A standout plenary speaker was Dr Maree Toombs from the University of Queensland, who described ‘How working with Aboriginal communities towards health improvements will close the gap in health outcomes’.  Maree presented three projects that utilise participatory action research in Indigenous communities of South West and Central Queensland and demonstrated the importance of targeted, evidence-based community engagement at the outset as well as throughout a project to enhance health literacy, knowledge, and service delivery in Indigenous communities.  Other plenaries were given by Dr Siri Haberg from the Norwegian Institute of Public Health on the multipurpose use of national health databases in Norway, Professor Louisa Jorm from the University of New South Wales on the intersection between big data and epidemiology, Professor Mika Gessler from the National Institute for Health and Welfare in Finland on Nordic registers for research, Professor Rodney Jackson from the University of Auckland on using big data to improve vascular risk prediction and better targeted treatment, and Professor David Preen from the University of Western Australia on the future of epidemiology.

The Doherty Institute was represented by Associate Professor Sheena Sullivan from the WHO Collaborating Centre for Reference and Research on Influenza who presented on the ‘Appropriate use of the test-negative design for administrative data’. A/Prof Sullivan was on the meeting’s organizing committee and also chaired two sessions.
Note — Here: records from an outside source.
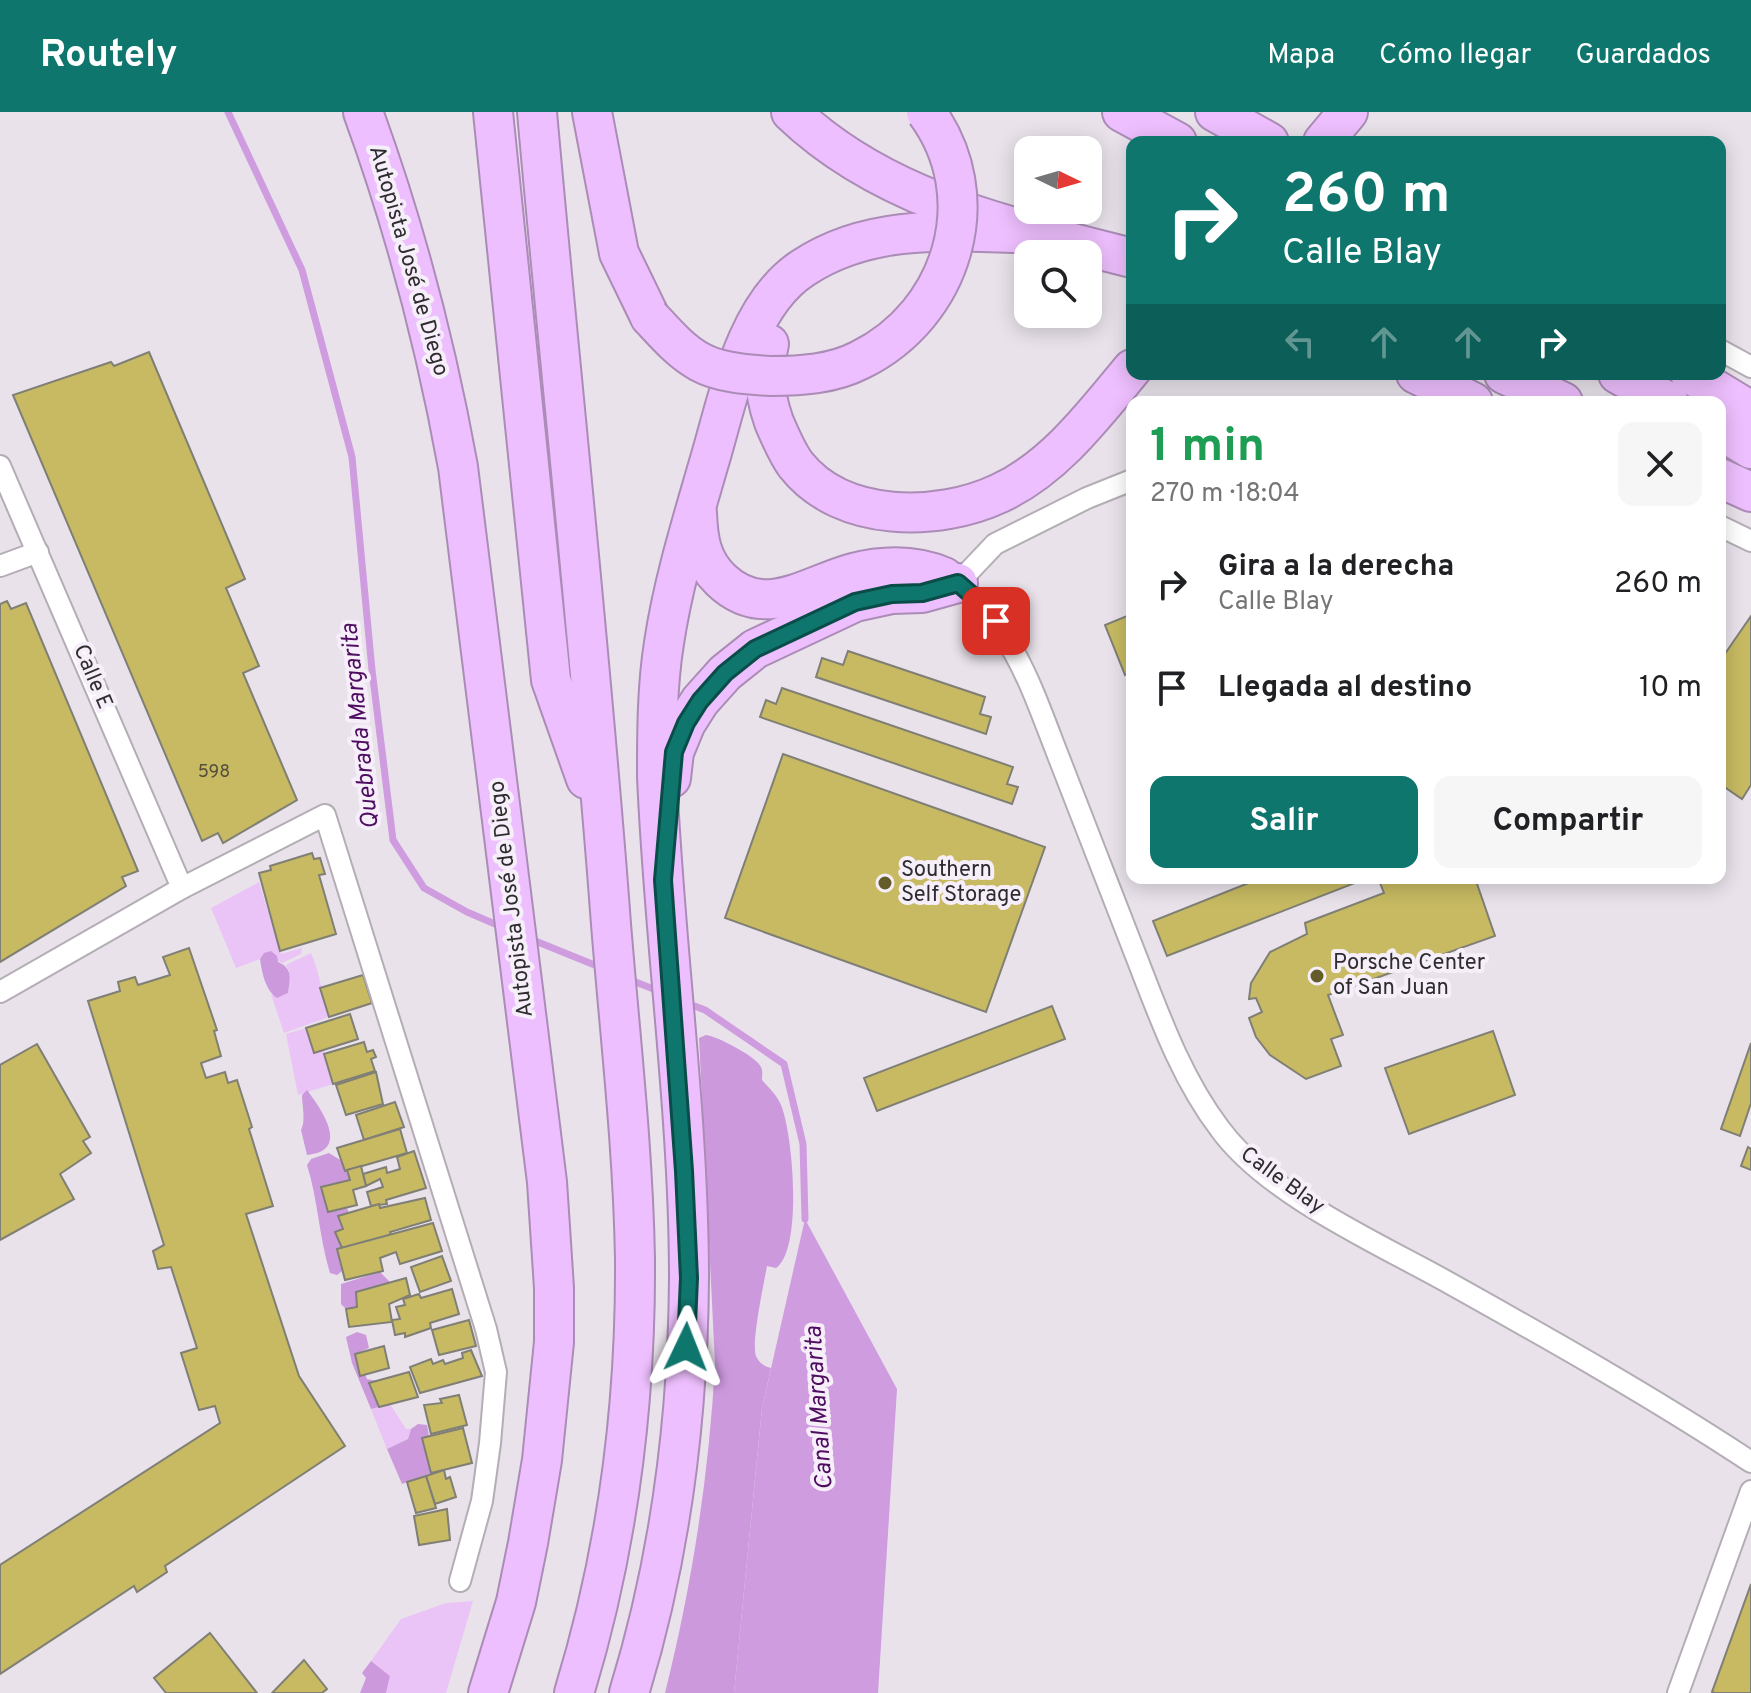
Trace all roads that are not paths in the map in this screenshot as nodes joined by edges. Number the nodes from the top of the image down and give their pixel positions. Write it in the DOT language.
graph roads {
  1 [pos="363,112"];
  2 [pos="493,112"];
  3 [pos="537,112"];
  4 [pos="592,112"];
  5 [pos="791,112"];
  6 [pos="926,112"];
  7 [pos="1122,112"];
  8 [pos="1215,112"];
  9 [pos="1348,112"];
  10 [pos="1166,136"];
  11 [pos="1258,136"];
  12 [pos="1328,136"];
  13 [pos="1039,234"];
  14 [pos="841,248"];
  15 [pos="1126,256"];
  16 [pos="1726,353"];
  17 [pos="1751,367"];
  18 [pos="1124,379"];
  19 [pos="1428,380"];
  20 [pos="1517,380"];
  21 [pos="1629,380"];
  22 [pos="1700,380"];
  23 [pos="1461,396"];
  24 [pos="1550,396"];
  25 [pos="1658,396"];
  26 [pos="1751,411"];
  27 [pos="1726,434"];
  28 [pos="1751,449"];
  29 [pos="0,466"];
  30 [pos="1726,481"];
  31 [pos="1126,482"];
  32 [pos="1751,492"];
  33 [pos="696,506"];
  34 [pos="1726,529"];
  35 [pos="1751,541"];
  36 [pos="38,552"];
  37 [pos="0,566"];
  38 [pos="958,583"];
  39 [pos="604,830"];
  40 [pos="182,888"];
  41 [pos="664,894"];
  42 [pos="0,992"];
  43 [pos="1751,1462"];
  44 [pos="1751,1491"];
  45 [pos="460,1581"];
  46 [pos="488,1693"];
  47 [pos="574,1693"];
  48 [pos="629,1693"];
  49 [pos="1678,1693"];
  1 -- 46 [label="highway, Autopista José de Diego"];
  2 -- 39 [label="highway"];
  3 -- 39 [label="highway"];
  4 -- 6 [label="highway, bridge"];
  5 -- 13 [label="highway"];
  7 -- 10 [label="highway"];
  8 -- 11 [label="highway"];
  9 -- 12 [label="highway"];
  13 -- 14 [label="highway"];
  13 -- 15 [label="highway"];
  14 -- 18 [label="highway"];
  14 -- 33 [label="highway"];
  16 -- 17 [label="street"];
  19 -- 23 [label="highway"];
  20 -- 24 [label="highway"];
  21 -- 25 [label="highway"];
  22 -- 26 [label="highway"];
  27 -- 28 [label="highway"];
  29 -- 36 [label="street, Calle E"];
  30 -- 32 [label="highway"];
  31 -- 38 [label="street"];
  33 -- 38 [label="highway"];
  33 -- 41 [label="highway"];
  34 -- 35 [label="street"];
  36 -- 37 [label="street"];
  36 -- 40 [label="street, Calle E"];
  38 -- 41 [label="highway"];
  38 -- 43 [label="street, Calle Blay"];
  39 -- 47 [label="highway"];
  40 -- 42 [label="street"];
  40 -- 45 [label="street"];
  41 -- 48 [label="highway"];
  44 -- 49 [label="street"];
}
The Doherty Institute was also represented by University of Melbourne students Jeremy Robinson and Eleanor Kerr who presented their Masters research projects on ‘Do first-line hepatitis B treatments prevent liver cancer and mortality?’ and ‘Improving understandings of Victorian influenza epidemiology: Inter-seasonal standardisation of laboratory-confirmed notifications’, respectively.

It was a privilege to represent the WHO Collaborating Centre for Viral Hepatitis and the Doherty Institute at AEA 2018.  I presented on a state-wide retrospective data linkage study exploring morbidity and mortality associated with viral hepatitis in Victoria.  This research links disease notifications of hepatitis B and hepatitis C with liver cancer records in the Victorian Cancer Registry, deaths in the National Death Index, Emergency Department presentations and hospital admissions recorded by the Victorian Department of Health and Human Services across a 25-year period from 1991 to 2016.  This study is the first to ascertain the burden of adverse outcomes of viral hepatitis in Victoria, and demonstrates the substantial number of liver cancer cases and deaths in people affected.

I look forward to the AEA conference in Brisbane in 2019!